We cannot separate true independence from its core element which is the sovereignty of the people: their rights within the democratic dispensation and their freedoms enshrined in proper law and lore. Nkrumah’s destruction of this element of independence makes him an enemy, and not the father of Ghana’s independence. He saw independence through a jaundiced view of his personality cult, and bequeathed to the nation a generation of indoctrinated Ghanaian acolytes whose thoughts are forever warped and reasoning circumscribed to feed the great Nkrumahist mythology. All these people can do is to shout shibboleths in praise of Nkrumah, or to insult those who dare to criticize him.

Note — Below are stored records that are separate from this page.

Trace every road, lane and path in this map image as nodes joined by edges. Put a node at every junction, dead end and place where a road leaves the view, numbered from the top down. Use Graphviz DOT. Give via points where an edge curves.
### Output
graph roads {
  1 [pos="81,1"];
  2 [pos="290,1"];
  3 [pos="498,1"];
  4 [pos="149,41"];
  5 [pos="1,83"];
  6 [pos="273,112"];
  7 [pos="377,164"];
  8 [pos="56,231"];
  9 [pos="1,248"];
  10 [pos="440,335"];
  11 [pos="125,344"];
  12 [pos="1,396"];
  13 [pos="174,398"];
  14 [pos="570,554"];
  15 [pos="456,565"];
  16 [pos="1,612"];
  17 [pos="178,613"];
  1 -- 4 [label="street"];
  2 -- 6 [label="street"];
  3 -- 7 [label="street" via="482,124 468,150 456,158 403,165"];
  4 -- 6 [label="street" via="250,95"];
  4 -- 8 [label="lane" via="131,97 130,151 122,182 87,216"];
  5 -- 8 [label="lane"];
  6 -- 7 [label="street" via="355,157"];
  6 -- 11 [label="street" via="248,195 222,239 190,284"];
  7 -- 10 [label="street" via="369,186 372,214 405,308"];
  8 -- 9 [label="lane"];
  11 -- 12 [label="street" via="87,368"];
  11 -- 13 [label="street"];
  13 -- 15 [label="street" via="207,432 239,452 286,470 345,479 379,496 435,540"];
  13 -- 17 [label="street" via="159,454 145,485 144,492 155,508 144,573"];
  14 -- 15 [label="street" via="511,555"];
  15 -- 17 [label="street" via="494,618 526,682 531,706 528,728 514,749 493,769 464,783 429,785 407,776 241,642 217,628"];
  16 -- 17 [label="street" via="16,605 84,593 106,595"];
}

The worst of these empty slogans and insults emanated from a Ghanaian professor of Political Science who wrote these words to me:

It is a shame that you pride yourself as a lawyer who is knowledgeable enough to condemn Dr. Kwame Nkrumah, the first president of Ghana, whom the AU was more than proud to honor because of his good services to Ghana and Africa by erecting his statue at the AU headquarters in Addis Ababa. What have you as an individual done for Ghana or Africa worth a historical notation? Yet you take pride in condemning Africa's most illustrious leader. As someone who has researched and understand the "politics" at the time of Ghana's struggle for self-rule and economic freedom, I take issue with your rather shallow political analyses vis-à-vis the contribution of Dr. Nkrumah to Ghana and Africa in the midst of CIA collaborators who wanted to derail our hard won freedom in the 1950's and 1960's. Best wishes.

George A. Agbango, Ph.D.

Professor of Politics and Public Administration

US Institute of Peace Scholar

Department of Political Science

Bloomsburg University of Pennsylvania

216-B Bakeless Center for the Humanities

400 East Second Street

Bloomsburg, PA 17815

USA

Friends, this is vintage Nkrumahist rant for you! In spite of all his education, he is just incapable of thinking beyond praise-singing. Is he truly interested in what I do for my country “ worth (sic) a historical notation”? If I were to narrate my contribution to my country, will he be convinced?

Ayikwei Armah, Africa’s foremost prose stylist, in his book called “The Healers” describes a festival within a certain African community in which all the people engage in a race only to crown a single person as the winner deserving of all honor. A better trope and mythical construct cannot be found to describe the hero-worshipping of the political illusionist of all time, Osagyefo Dr. Kwame Nkrumah, the Fountain of All Honor! But it is the work of real scholars to scratch the foil from the core and analyze the myth in order to expose the truth.